Mehrere Inhaftierte und auch Bedienstete, die sich in dem gleichen Gebäudeteil aufgehalten haben, sollen aber giftigem Brandrauch ausgesetzt gewesen sein.
Daher war auch der Rettungsdienst mit einem Großaufgebot vor Ort. Nach Angaben der Feuerwehr wurden die betroffenen Personen zunächst vor Ort untersucht - erst dann wurde entschieden, wer zur weiteren Behandlung in eine Klinik gefahren wird.
Dabei soll es sich um 15 Inhaftierte und Mitarbeiter der Justizvollzugsanstalt handeln, die mit dem Verdacht auf eine Rauchvergiftung in die Notaufnahme gebracht worden sind.
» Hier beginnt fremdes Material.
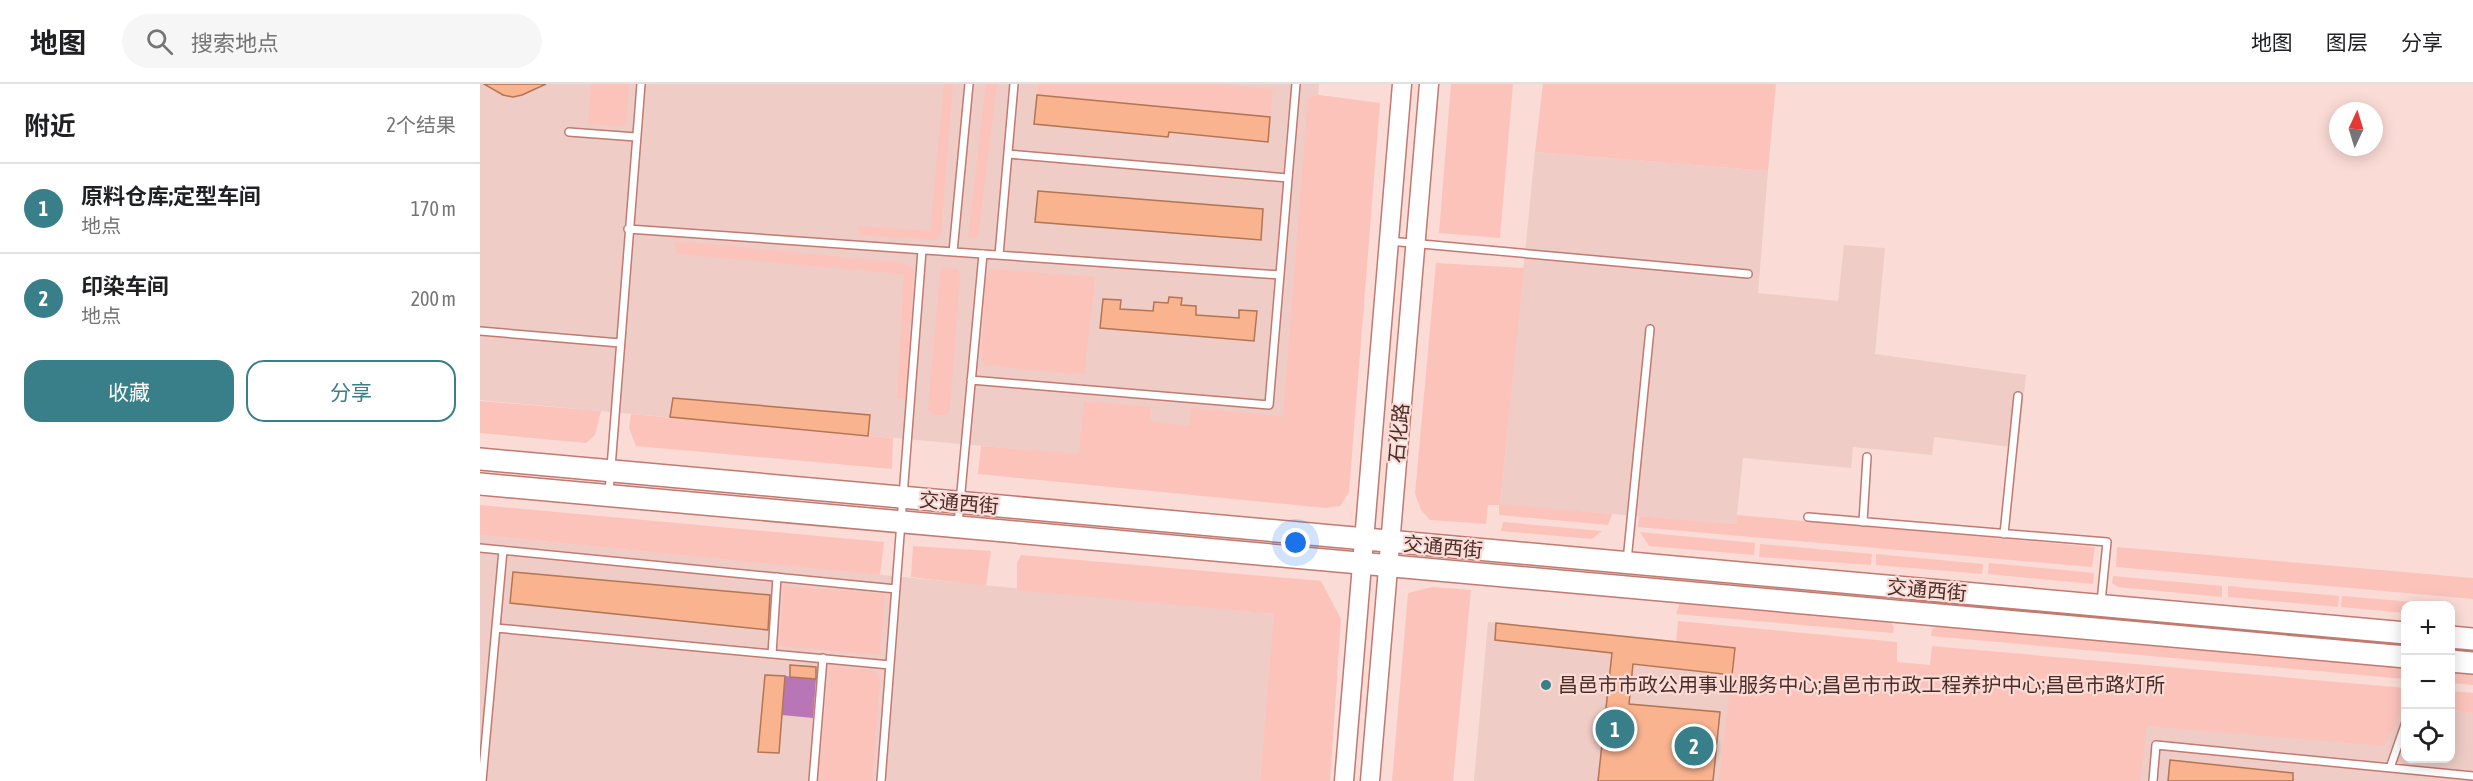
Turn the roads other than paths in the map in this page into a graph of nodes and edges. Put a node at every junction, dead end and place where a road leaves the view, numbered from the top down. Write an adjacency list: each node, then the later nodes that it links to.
1 (641, 84): 8 (lane)
2 (969, 84): 15 (lane)
3 (1014, 84): 9 (lane)
4 (1296, 84): 10 (lane)
5 (1402, 84): 12 (main road, 石化路)
6 (1429, 84): 13 (main road, 石化路)
7 (569, 132): 8 (lane)
8 (636, 137): 11 (lane)
9 (1008, 154): 10 (lane); 17 (lane)
10 (1288, 178): 19 (lane)
11 (628, 229): 14 (lane); 22 (lane)
12 (1389, 241): 13 (lane); 37 (main road, 石化路)
13 (1415, 243): 18 (lane); 38 (main road, 石化路)
14 (922, 249): 15 (lane); 30 (lane)
15 (953, 252): 16 (lane)
16 (983, 254): 17 (lane); 23 (lane)
17 (999, 255): 19 (lane)
18 (1748, 274)
19 (1280, 275): 23 (lane)
20 (1650, 329): 42 (lane)
21 (480, 331): 22 (lane)
22 (620, 343): 27 (lane)
23 (971, 380): 31 (lane)
24 (2018, 396): 36 (lane)
25 (1867, 457): 34 (lane)
26 (480, 459): 27 (main road, 交通西街)
27 (610, 471): 29 (lane); 30 (main road, 交通西街)
28 (480, 484): 29 (main road, 交通西街)
29 (609, 495): 33 (main road, 交通西街)
30 (901, 498): 31 (main road, 交通西街); 33 (lane)
31 (960, 503): 35 (lane); 37 (main road, 交通西街)
32 (1808, 517): 34 (lane)
33 (902, 521): 35 (main road, 交通西街); 45 (lane)
34 (1863, 522): 36 (lane)
35 (958, 526): 41 (main road, 交通西街)
36 (2004, 534): 46 (lane)
37 (1364, 541): 38 (main road, 交通西街); 41 (main road, 石化路)
38 (1390, 543): 42 (main road, 交通西街); 43 (main road, 石化路)
39 (480, 548): 40 (lane)
40 (503, 550): 44 (lane); 47 (lane)
41 (1362, 562): 43 (main road, 交通西街); 63 (main road, 石化路)
42 (1627, 564): 46 (main road, 交通西街)
43 (1388, 565): 52 (main road, 交通西街); 64 (main road, 石化路)
44 (777, 577): 45 (lane); 51 (lane)
45 (896, 589): 56 (lane)
46 (2100, 606): 48 (main road, 交通西街)
47 (496, 628): 51 (lane); 60 (lane)
48 (2401, 633)
49 (2455, 637): 50 (main road)
50 (2473, 639)
51 (771, 654): 53 (lane)
52 (2401, 657)
53 (823, 658): 56 (lane); 61 (lane)
54 (2455, 661): 55 (main road)
55 (2473, 663)
56 (890, 665): 62 (lane)
57 (2401, 736): 58 (lane)
58 (2390, 768): 59 (lane); 65 (lane)
59 (2473, 776)
60 (482, 781)
61 (813, 781)
62 (881, 781)
63 (1344, 781)
64 (1370, 781)
65 (2153, 781)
Nach Angaben von Einsatzleiter Hendrik Clausen hat der Brandrauch erhebliche Schäden in dem Zellentrakt angerichtet. „Der vom Brand betroffene Haftraum ist nicht mehr bewohnbar und der davor befindlich Flur ist vom Brandrauch kontaminiert, sodass der gesamte Bereich vorerst nicht genutzt werden kann“, schildert Hendrik Clausen die entstandenen Schäden.
Die Polizei hat die Ermittlungen zur Brandursache aufgenommen.
Der Einsatz der Feuerwehr war nach rund zweieinhalb Stunden beendet.